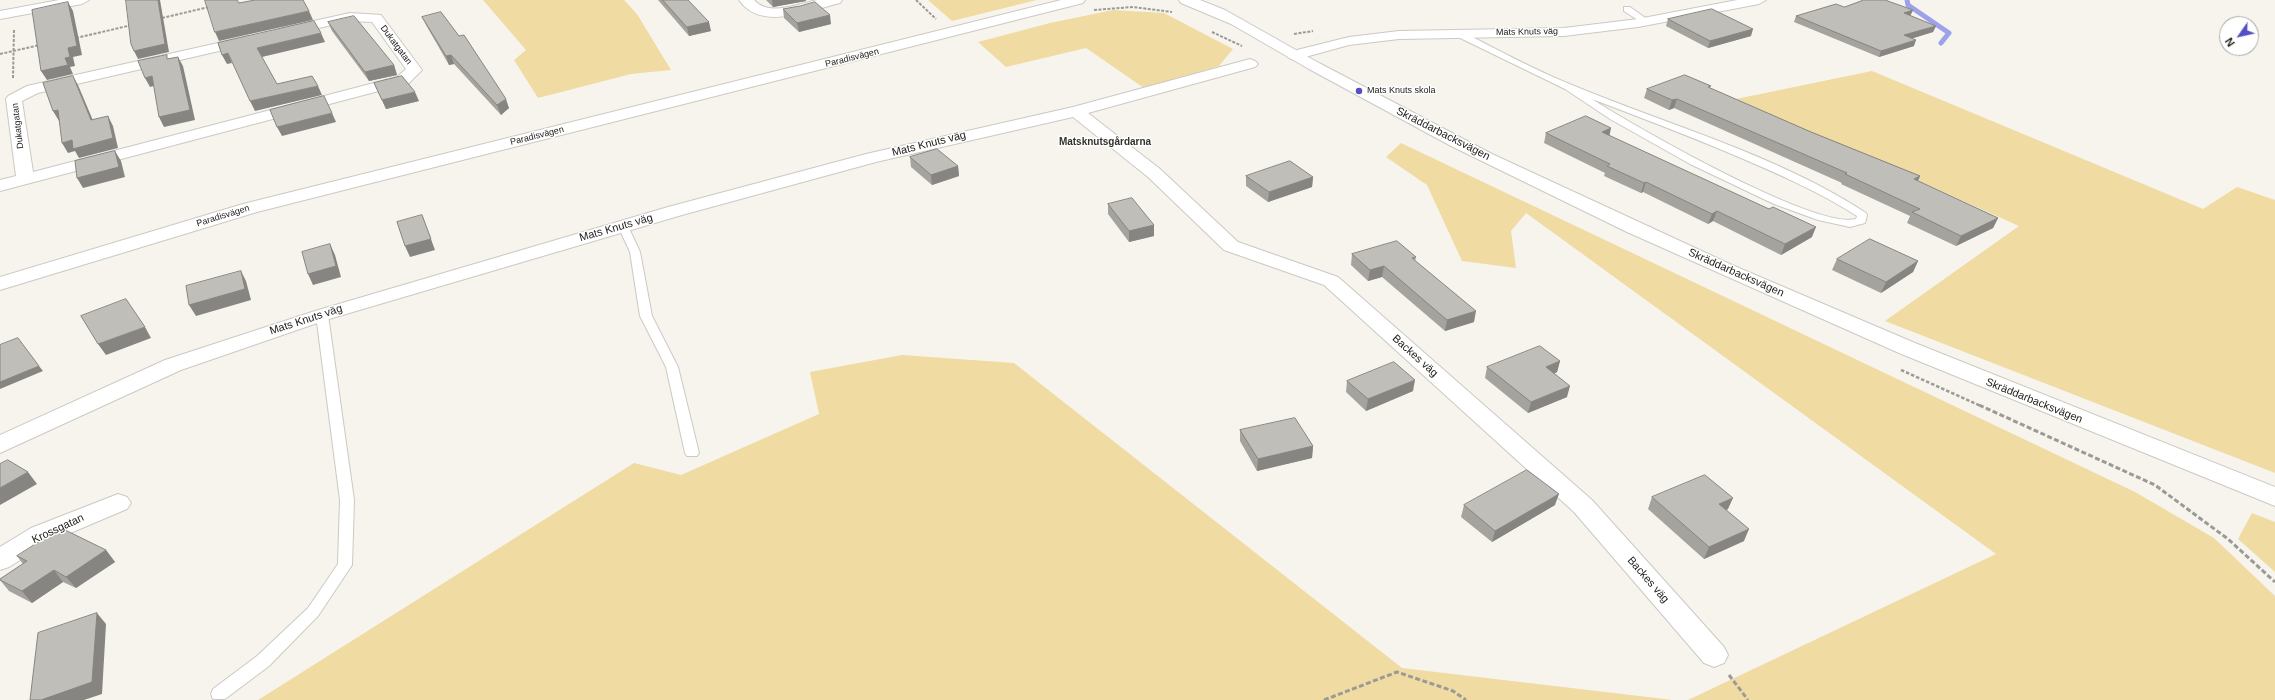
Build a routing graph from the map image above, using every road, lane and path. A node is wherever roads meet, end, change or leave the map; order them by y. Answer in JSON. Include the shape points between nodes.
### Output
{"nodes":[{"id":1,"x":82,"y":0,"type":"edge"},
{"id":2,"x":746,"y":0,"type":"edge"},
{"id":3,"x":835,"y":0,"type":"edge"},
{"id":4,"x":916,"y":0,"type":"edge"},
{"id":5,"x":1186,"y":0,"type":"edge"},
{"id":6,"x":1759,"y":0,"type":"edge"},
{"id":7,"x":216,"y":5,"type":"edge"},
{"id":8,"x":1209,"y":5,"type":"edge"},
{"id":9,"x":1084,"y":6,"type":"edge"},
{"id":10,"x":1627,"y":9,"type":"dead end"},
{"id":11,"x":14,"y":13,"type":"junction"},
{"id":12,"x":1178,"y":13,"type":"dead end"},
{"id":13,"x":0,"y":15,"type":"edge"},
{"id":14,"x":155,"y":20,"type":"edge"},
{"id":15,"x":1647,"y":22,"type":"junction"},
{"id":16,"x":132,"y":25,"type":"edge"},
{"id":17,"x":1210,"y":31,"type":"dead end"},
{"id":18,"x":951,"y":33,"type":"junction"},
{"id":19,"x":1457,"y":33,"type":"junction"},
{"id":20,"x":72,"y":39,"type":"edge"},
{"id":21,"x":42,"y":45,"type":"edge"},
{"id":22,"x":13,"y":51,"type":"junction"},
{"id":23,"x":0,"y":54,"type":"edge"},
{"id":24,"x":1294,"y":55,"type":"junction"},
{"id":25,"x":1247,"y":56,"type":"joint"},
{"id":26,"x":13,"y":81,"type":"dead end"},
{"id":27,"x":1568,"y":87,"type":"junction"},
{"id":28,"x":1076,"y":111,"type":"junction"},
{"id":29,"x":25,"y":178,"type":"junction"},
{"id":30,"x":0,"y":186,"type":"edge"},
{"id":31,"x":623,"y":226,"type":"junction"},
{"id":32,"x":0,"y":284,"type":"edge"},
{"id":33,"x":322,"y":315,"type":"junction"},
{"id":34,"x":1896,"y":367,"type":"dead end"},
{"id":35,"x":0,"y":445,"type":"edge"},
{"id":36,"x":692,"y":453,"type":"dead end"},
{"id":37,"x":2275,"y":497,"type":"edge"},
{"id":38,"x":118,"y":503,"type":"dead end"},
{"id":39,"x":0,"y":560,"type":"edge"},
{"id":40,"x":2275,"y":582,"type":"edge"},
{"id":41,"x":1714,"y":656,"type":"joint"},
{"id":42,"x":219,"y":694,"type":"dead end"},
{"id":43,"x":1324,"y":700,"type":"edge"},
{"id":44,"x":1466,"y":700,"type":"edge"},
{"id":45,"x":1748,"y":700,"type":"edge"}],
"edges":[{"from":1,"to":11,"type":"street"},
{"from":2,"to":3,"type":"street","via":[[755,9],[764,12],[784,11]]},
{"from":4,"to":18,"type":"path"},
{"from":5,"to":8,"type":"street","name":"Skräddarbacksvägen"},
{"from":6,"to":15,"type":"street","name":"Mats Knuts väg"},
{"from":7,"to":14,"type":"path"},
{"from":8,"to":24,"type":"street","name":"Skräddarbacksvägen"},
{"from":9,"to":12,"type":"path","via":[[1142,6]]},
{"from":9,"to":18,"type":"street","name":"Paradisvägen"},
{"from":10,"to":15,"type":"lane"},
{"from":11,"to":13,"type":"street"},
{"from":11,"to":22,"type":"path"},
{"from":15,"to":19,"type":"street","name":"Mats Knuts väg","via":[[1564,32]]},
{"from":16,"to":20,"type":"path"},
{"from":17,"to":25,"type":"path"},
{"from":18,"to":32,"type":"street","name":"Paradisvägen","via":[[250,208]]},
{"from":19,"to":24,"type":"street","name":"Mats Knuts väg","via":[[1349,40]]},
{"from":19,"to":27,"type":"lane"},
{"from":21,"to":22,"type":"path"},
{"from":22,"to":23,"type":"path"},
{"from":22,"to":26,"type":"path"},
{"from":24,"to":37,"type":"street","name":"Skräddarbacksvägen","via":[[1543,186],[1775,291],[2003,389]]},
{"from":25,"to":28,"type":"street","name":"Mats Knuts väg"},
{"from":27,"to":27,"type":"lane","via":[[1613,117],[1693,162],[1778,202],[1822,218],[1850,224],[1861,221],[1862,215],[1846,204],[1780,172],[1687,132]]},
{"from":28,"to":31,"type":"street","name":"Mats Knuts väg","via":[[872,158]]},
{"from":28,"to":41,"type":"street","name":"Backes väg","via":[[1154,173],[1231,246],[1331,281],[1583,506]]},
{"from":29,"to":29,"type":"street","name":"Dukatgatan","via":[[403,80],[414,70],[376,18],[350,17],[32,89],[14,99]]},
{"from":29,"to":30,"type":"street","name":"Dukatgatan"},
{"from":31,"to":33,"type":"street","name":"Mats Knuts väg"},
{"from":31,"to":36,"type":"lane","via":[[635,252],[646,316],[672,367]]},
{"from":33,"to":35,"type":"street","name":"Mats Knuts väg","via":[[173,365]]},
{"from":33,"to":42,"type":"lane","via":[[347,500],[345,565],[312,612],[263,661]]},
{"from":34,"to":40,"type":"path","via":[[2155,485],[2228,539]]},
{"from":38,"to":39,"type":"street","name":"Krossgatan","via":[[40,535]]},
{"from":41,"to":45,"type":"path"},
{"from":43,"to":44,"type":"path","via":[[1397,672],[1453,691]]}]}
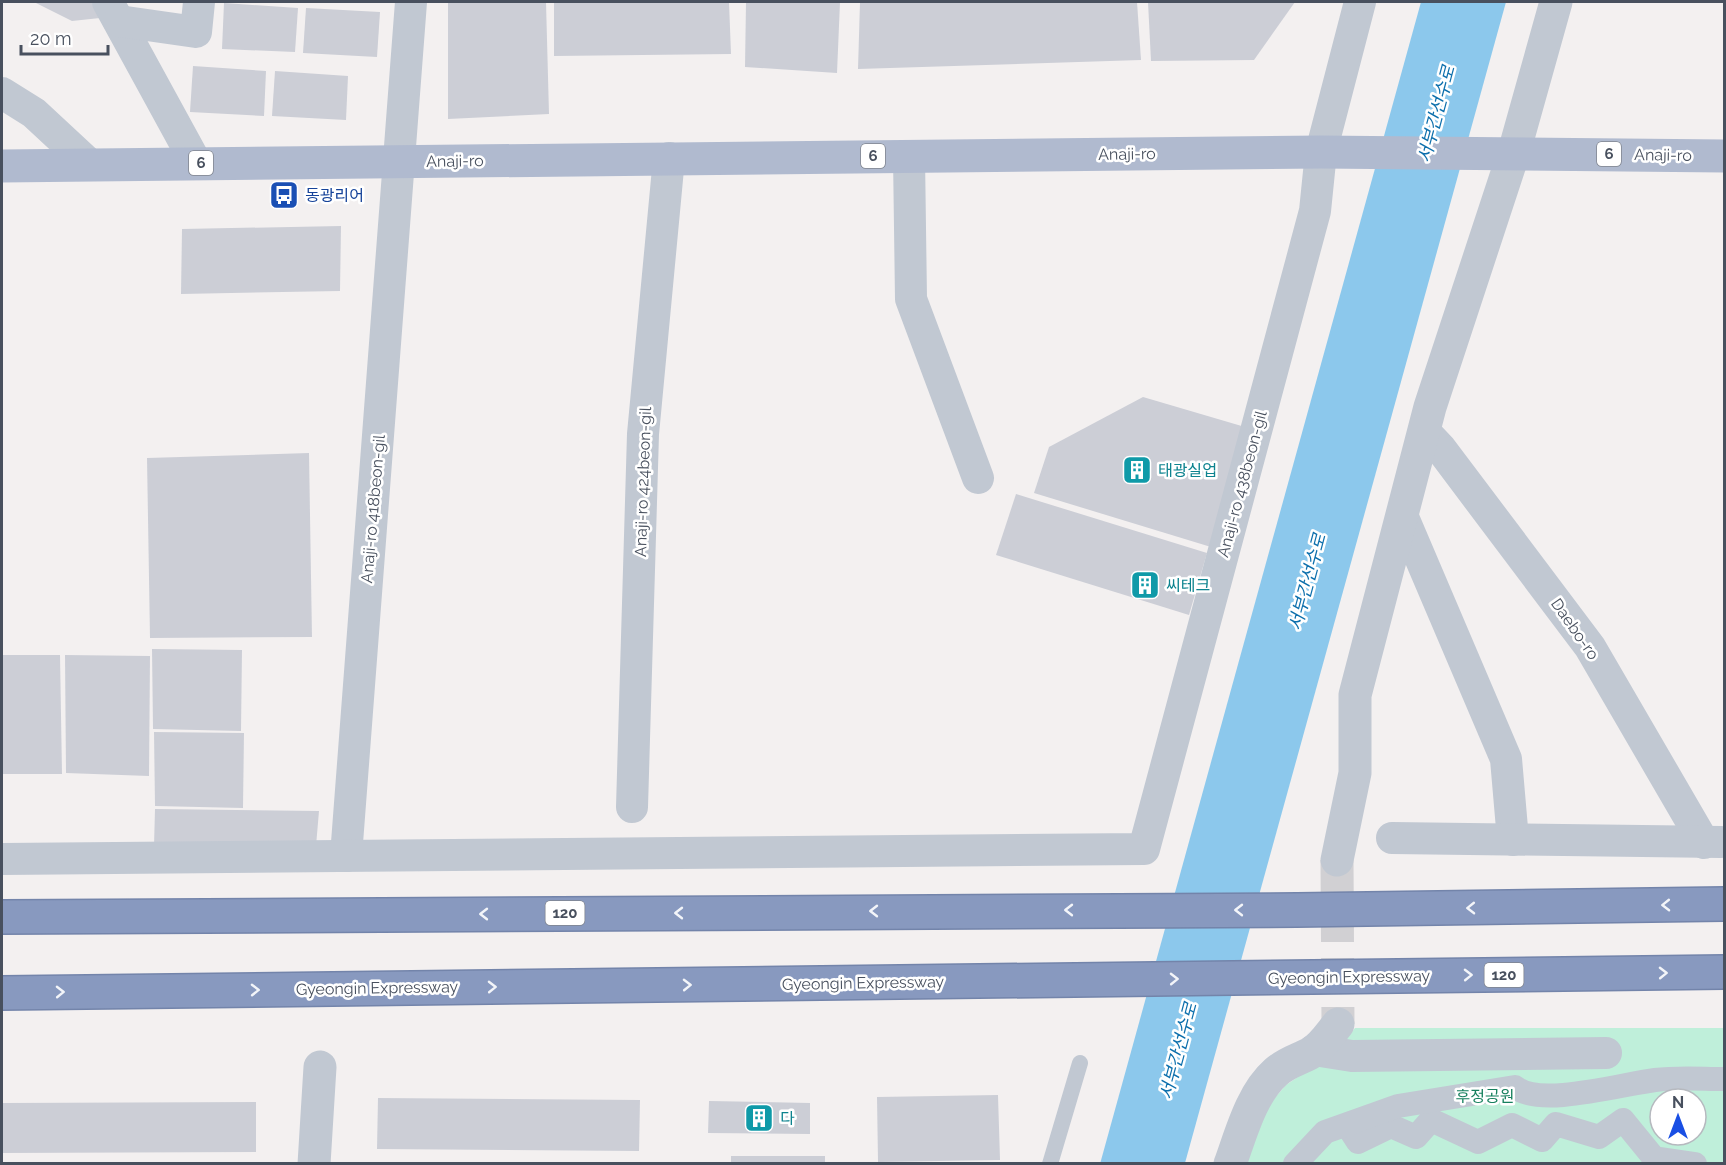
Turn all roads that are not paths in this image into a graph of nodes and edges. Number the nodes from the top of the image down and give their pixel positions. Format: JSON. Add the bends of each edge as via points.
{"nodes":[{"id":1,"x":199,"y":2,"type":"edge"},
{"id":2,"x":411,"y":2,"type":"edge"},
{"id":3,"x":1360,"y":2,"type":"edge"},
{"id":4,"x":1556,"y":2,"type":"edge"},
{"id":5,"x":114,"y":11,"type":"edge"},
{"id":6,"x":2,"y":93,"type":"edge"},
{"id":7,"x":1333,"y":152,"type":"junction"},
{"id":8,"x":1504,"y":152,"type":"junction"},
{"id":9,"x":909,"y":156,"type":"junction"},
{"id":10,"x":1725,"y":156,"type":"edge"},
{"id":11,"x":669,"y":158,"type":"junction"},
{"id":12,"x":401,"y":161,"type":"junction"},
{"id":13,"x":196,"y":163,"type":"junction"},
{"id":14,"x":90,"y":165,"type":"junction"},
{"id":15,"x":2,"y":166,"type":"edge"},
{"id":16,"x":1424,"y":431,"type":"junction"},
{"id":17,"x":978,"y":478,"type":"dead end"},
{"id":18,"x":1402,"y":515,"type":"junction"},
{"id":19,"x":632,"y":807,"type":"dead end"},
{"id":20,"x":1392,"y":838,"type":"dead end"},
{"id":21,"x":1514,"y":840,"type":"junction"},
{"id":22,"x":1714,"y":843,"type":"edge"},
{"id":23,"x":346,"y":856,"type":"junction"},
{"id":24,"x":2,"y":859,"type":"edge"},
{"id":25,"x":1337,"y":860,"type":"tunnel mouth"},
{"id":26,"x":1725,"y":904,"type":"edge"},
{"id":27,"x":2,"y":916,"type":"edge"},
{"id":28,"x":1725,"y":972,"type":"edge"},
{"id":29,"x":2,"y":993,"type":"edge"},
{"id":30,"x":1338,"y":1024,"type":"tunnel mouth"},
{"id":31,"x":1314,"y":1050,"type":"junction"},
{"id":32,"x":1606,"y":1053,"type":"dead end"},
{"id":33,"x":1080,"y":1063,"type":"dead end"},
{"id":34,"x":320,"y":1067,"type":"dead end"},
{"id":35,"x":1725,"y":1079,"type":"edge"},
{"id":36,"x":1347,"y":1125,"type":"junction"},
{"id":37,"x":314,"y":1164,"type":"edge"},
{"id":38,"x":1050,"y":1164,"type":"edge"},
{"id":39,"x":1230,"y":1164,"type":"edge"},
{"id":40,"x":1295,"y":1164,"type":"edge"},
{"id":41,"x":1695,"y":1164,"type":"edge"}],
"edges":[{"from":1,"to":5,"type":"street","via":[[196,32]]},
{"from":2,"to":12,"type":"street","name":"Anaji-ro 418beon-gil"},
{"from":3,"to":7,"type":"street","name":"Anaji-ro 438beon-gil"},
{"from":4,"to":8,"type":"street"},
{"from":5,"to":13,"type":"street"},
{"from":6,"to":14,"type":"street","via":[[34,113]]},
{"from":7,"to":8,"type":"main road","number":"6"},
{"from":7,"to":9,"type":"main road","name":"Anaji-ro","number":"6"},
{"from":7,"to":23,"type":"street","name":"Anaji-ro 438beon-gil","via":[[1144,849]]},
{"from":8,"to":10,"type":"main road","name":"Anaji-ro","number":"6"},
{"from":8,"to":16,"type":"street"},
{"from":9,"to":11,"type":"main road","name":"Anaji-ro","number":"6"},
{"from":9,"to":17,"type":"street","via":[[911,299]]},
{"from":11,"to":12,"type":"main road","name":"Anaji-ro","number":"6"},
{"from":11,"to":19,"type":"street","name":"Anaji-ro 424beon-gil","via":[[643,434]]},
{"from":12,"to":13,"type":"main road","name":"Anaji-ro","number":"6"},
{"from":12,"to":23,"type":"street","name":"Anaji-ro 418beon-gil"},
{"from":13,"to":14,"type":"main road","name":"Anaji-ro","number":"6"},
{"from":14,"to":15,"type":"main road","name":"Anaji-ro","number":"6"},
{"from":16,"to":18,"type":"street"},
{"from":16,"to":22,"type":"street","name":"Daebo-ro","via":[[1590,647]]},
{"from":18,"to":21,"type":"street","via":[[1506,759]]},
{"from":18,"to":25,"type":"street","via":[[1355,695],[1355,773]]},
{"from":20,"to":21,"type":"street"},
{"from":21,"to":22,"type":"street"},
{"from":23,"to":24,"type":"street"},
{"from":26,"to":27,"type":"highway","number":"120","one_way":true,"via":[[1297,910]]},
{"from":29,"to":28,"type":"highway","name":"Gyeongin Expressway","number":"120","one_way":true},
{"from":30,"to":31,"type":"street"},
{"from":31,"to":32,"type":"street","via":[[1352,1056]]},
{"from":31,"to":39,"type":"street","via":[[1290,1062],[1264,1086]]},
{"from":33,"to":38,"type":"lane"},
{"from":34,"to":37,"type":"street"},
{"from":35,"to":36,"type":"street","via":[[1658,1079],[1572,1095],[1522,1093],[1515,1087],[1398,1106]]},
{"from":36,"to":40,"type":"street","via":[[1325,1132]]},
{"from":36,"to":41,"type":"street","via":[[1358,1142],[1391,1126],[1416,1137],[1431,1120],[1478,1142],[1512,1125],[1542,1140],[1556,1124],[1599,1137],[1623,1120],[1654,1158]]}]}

________________

EXERCISE INSTRUCTIONS:
What is the number of lines in the listing that contain the word "points"? Give that number and nothing else.

RESPONSE TO THE EXERCISE:
2